Content starts

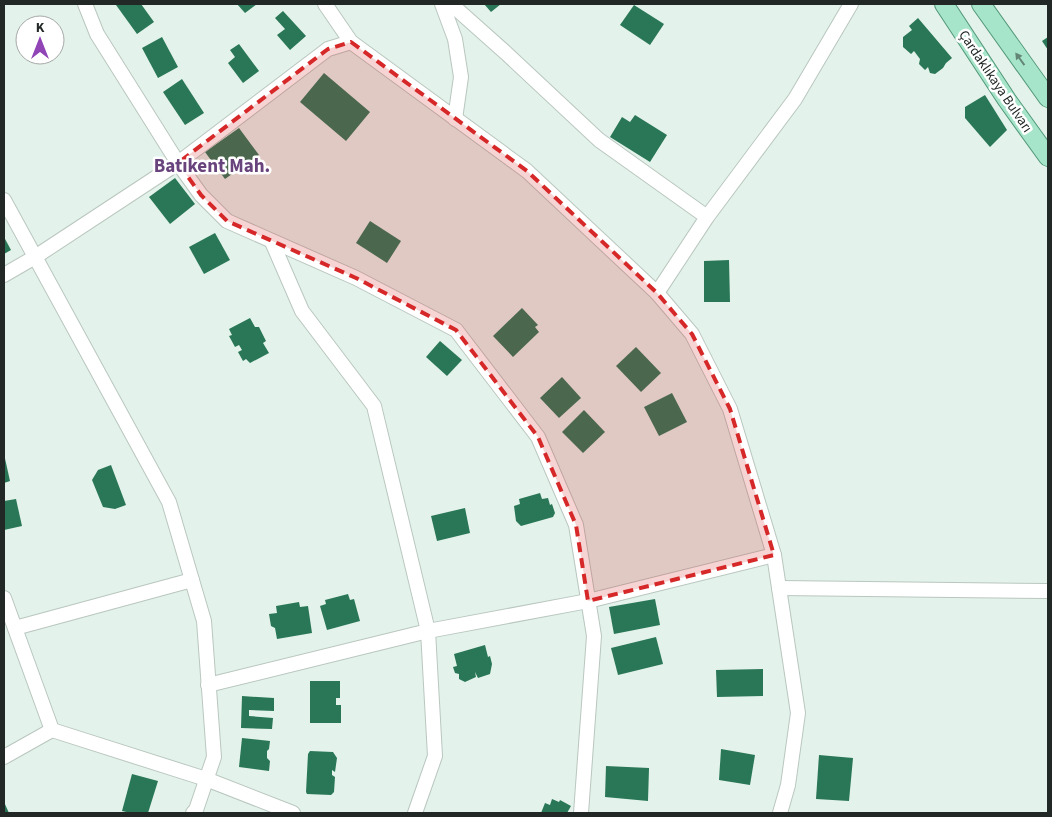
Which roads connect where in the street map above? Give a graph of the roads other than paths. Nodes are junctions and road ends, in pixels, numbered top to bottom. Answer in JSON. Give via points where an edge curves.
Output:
{"nodes":[{"id":1,"x":85,"y":4,"type":"edge"},
{"id":2,"x":324,"y":4,"type":"edge"},
{"id":3,"x":442,"y":4,"type":"edge"},
{"id":4,"x":451,"y":4,"type":"edge"},
{"id":5,"x":850,"y":4,"type":"edge"},
{"id":6,"x":944,"y":4,"type":"edge"},
{"id":7,"x":980,"y":4,"type":"edge"},
{"id":8,"x":351,"y":42,"type":"junction"},
{"id":9,"x":1048,"y":98,"type":"edge"},
{"id":10,"x":455,"y":119,"type":"junction"},
{"id":11,"x":1048,"y":157,"type":"edge"},
{"id":12,"x":178,"y":163,"type":"junction"},
{"id":13,"x":4,"y":200,"type":"edge"},
{"id":14,"x":707,"y":217,"type":"junction"},
{"id":15,"x":272,"y":242,"type":"junction"},
{"id":16,"x":35,"y":257,"type":"junction"},
{"id":17,"x":4,"y":275,"type":"edge"},
{"id":18,"x":657,"y":293,"type":"junction"},
{"id":19,"x":774,"y":555,"type":"junction"},
{"id":20,"x":192,"y":580,"type":"junction"},
{"id":21,"x":778,"y":588,"type":"junction"},
{"id":22,"x":1048,"y":591,"type":"edge"},
{"id":23,"x":4,"y":598,"type":"edge"},
{"id":24,"x":588,"y":601,"type":"junction"},
{"id":25,"x":14,"y":628,"type":"junction"},
{"id":26,"x":428,"y":631,"type":"junction"},
{"id":27,"x":208,"y":685,"type":"junction"},
{"id":28,"x":52,"y":730,"type":"junction"},
{"id":29,"x":4,"y":757,"type":"edge"},
{"id":30,"x":206,"y":779,"type":"junction"},
{"id":31,"x":193,"y":813,"type":"edge"},
{"id":32,"x":293,"y":813,"type":"edge"},
{"id":33,"x":415,"y":813,"type":"edge"},
{"id":34,"x":581,"y":813,"type":"edge"},
{"id":35,"x":780,"y":813,"type":"edge"}],
"edges":[{"from":1,"to":12,"type":"street","via":[[97,34]]},
{"from":2,"to":8,"type":"street"},
{"from":3,"to":10,"type":"street","via":[[455,39],[461,77]]},
{"from":4,"to":14,"type":"street","via":[[599,140]]},
{"from":5,"to":14,"type":"street","via":[[795,99]]},
{"from":6,"to":11,"type":"main road","name":"Çardaklıkaya Bulvarı"},
{"from":9,"to":7,"type":"main road","one_way":true},
{"from":8,"to":10,"type":"street"},
{"from":8,"to":12,"type":"street","via":[[328,49]]},
{"from":10,"to":18,"type":"street","via":[[527,171]]},
{"from":12,"to":15,"type":"street","via":[[201,195],[227,222]]},
{"from":12,"to":16,"type":"street"},
{"from":13,"to":16,"type":"street"},
{"from":14,"to":18,"type":"street"},
{"from":15,"to":24,"type":"street","via":[[356,278],[456,330],[538,437],[576,525]]},
{"from":15,"to":26,"type":"street","via":[[302,311],[374,406]]},
{"from":16,"to":17,"type":"street"},
{"from":16,"to":20,"type":"street","via":[[169,502]]},
{"from":18,"to":19,"type":"street","via":[[692,334],[730,409]]},
{"from":19,"to":21,"type":"street"},
{"from":19,"to":24,"type":"street"},
{"from":20,"to":25,"type":"street"},
{"from":20,"to":27,"type":"street","via":[[204,621]]},
{"from":21,"to":22,"type":"street"},
{"from":21,"to":35,"type":"street","via":[[798,712],[788,785]]},
{"from":23,"to":25,"type":"street"},
{"from":24,"to":26,"type":"street"},
{"from":24,"to":34,"type":"street","via":[[594,636]]},
{"from":25,"to":28,"type":"street"},
{"from":26,"to":27,"type":"street"},
{"from":26,"to":33,"type":"street","via":[[435,756]]},
{"from":27,"to":30,"type":"street","via":[[214,756]]},
{"from":28,"to":29,"type":"street"},
{"from":28,"to":30,"type":"street"},
{"from":30,"to":31,"type":"street"},
{"from":30,"to":32,"type":"street"}]}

Content ends

## What is expected
The word is "main". Copy every line above where it appears.

## Response to this exercise
{"from":6,"to":11,"type":"main road","name":"Çardaklıkaya Bulvarı"},
{"from":9,"to":7,"type":"main road","one_way":true},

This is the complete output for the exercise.